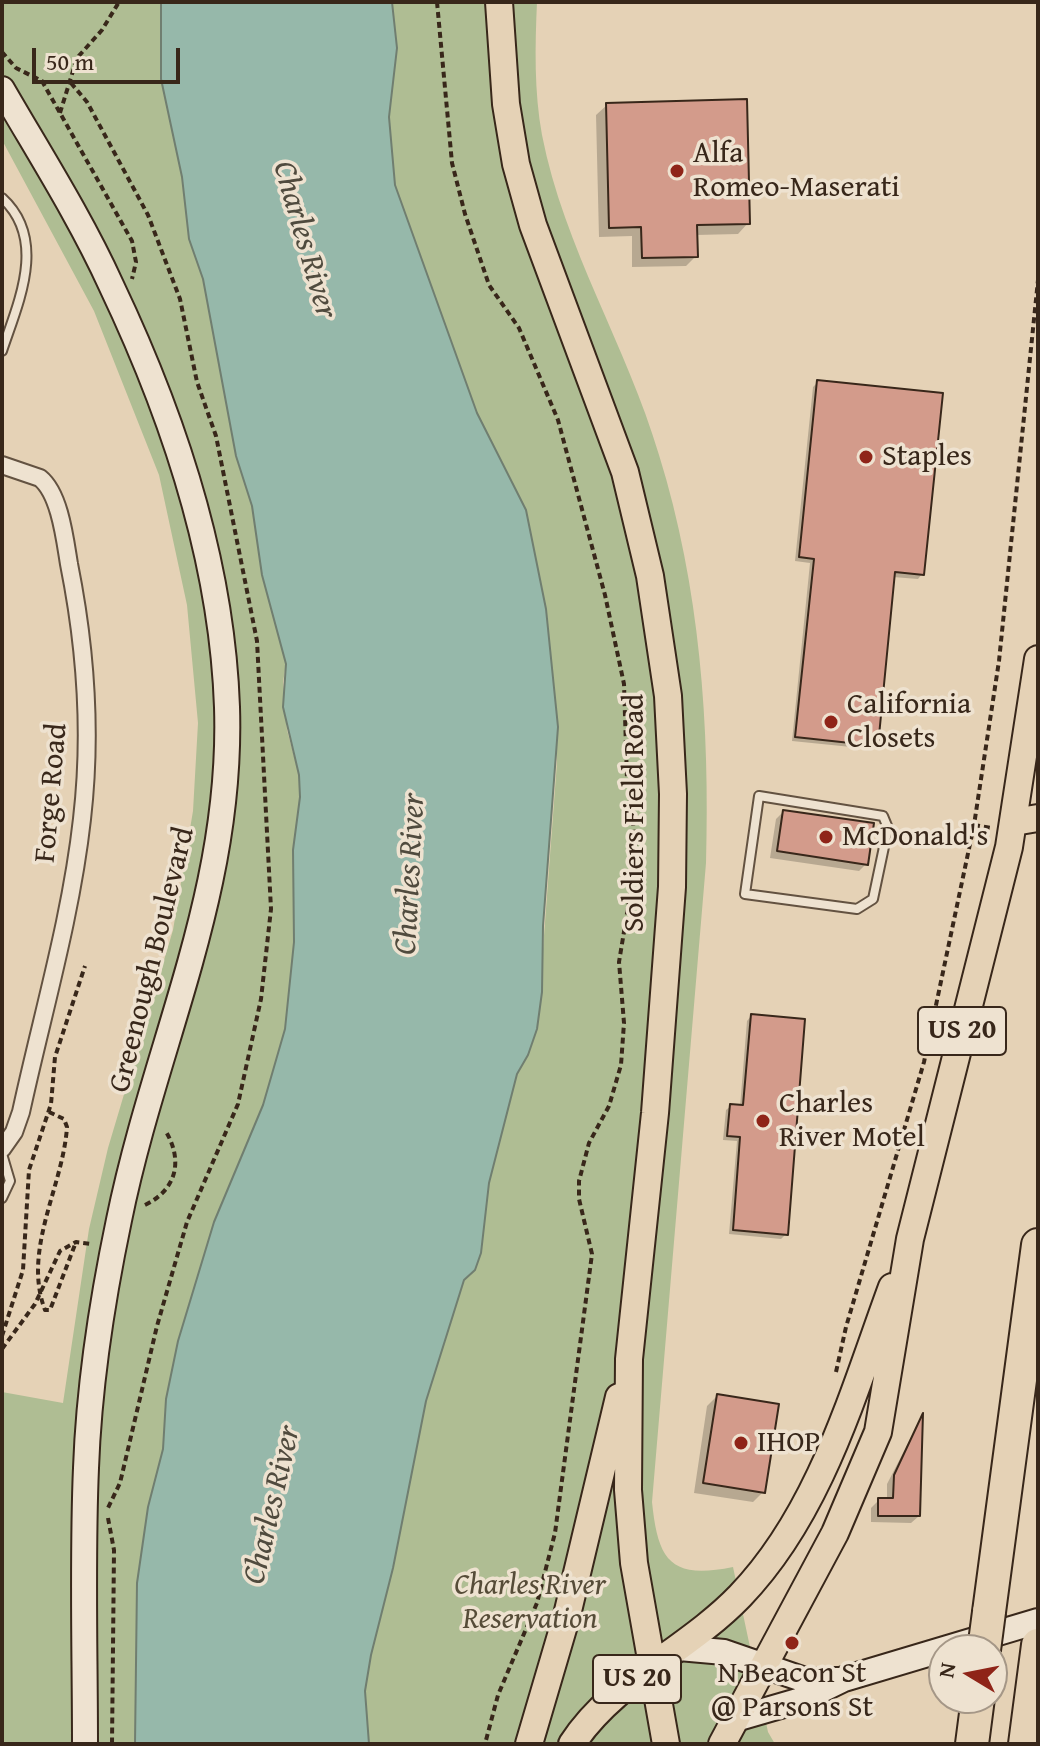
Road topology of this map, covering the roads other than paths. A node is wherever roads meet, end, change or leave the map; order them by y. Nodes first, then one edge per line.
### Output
1 (499, 2) edge
2 (2, 89) edge
3 (2, 198) edge
4 (2, 351) edge
5 (2, 465) edge
6 (1038, 659) edge
7 (1029, 788) edge
8 (1017, 823) edge
9 (857, 909) joint
10 (2, 1152) edge
11 (2, 1198) edge
12 (910, 1239) junction
13 (1038, 1245) edge
14 (629, 1359) junction
15 (1038, 1621) edge
16 (986, 1634) edge
17 (1038, 1645) edge
18 (679, 1648) junction
19 (763, 1664) junction
20 (653, 1668) junction
21 (844, 1679) junction
22 (976, 1714) edge
23 (727, 1732) edge
24 (85, 1744) edge
25 (529, 1744) edge
26 (572, 1744) edge
27 (666, 1744) edge
28 (972, 1744) edge
29 (1025, 1744) edge

1 - 14 main road, Soldiers Field Road
2 - 24 street, Greenough Boulevard
3 - 4 lane
5 - 10 street, Forge Road
6 - 7 main road
7 - 8 main road, US 20
8 - 12 main road, US 20
9 - 9 lane
10 - 11 lane
12 - 18 main road, US 20
12 - 19 main road, US 20
13 - 16 highway, bridge
14 - 20 main road, Soldiers Field Road
14 - 25 main road, Soldiers Field Road
15 - 21 street
17 - 29 highway
18 - 19 street
18 - 20 main road, US 20
19 - 21 street
19 - 23 main road, US 20
20 - 26 main road, US 20
20 - 27 main road, Soldiers Field Road
21 - 23 street
22 - 28 highway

• **Work to be completed**: Quote everything in the listing above exactly; pictures are the only thing to omit.

• **Exercise result**:
Road topology of this map, covering the roads other than paths. A node is wherever roads meet, end, change or leave the map; order them by y. Nodes first, then one edge per line.
### Output
1 (499, 2) edge
2 (2, 89) edge
3 (2, 198) edge
4 (2, 351) edge
5 (2, 465) edge
6 (1038, 659) edge
7 (1029, 788) edge
8 (1017, 823) edge
9 (857, 909) joint
10 (2, 1152) edge
11 (2, 1198) edge
12 (910, 1239) junction
13 (1038, 1245) edge
14 (629, 1359) junction
15 (1038, 1621) edge
16 (986, 1634) edge
17 (1038, 1645) edge
18 (679, 1648) junction
19 (763, 1664) junction
20 (653, 1668) junction
21 (844, 1679) junction
22 (976, 1714) edge
23 (727, 1732) edge
24 (85, 1744) edge
25 (529, 1744) edge
26 (572, 1744) edge
27 (666, 1744) edge
28 (972, 1744) edge
29 (1025, 1744) edge

1 - 14 main road, Soldiers Field Road
2 - 24 street, Greenough Boulevard
3 - 4 lane
5 - 10 street, Forge Road
6 - 7 main road
7 - 8 main road, US 20
8 - 12 main road, US 20
9 - 9 lane
10 - 11 lane
12 - 18 main road, US 20
12 - 19 main road, US 20
13 - 16 highway, bridge
14 - 20 main road, Soldiers Field Road
14 - 25 main road, Soldiers Field Road
15 - 21 street
17 - 29 highway
18 - 19 street
18 - 20 main road, US 20
19 - 21 street
19 - 23 main road, US 20
20 - 26 main road, US 20
20 - 27 main road, Soldiers Field Road
21 - 23 street
22 - 28 highway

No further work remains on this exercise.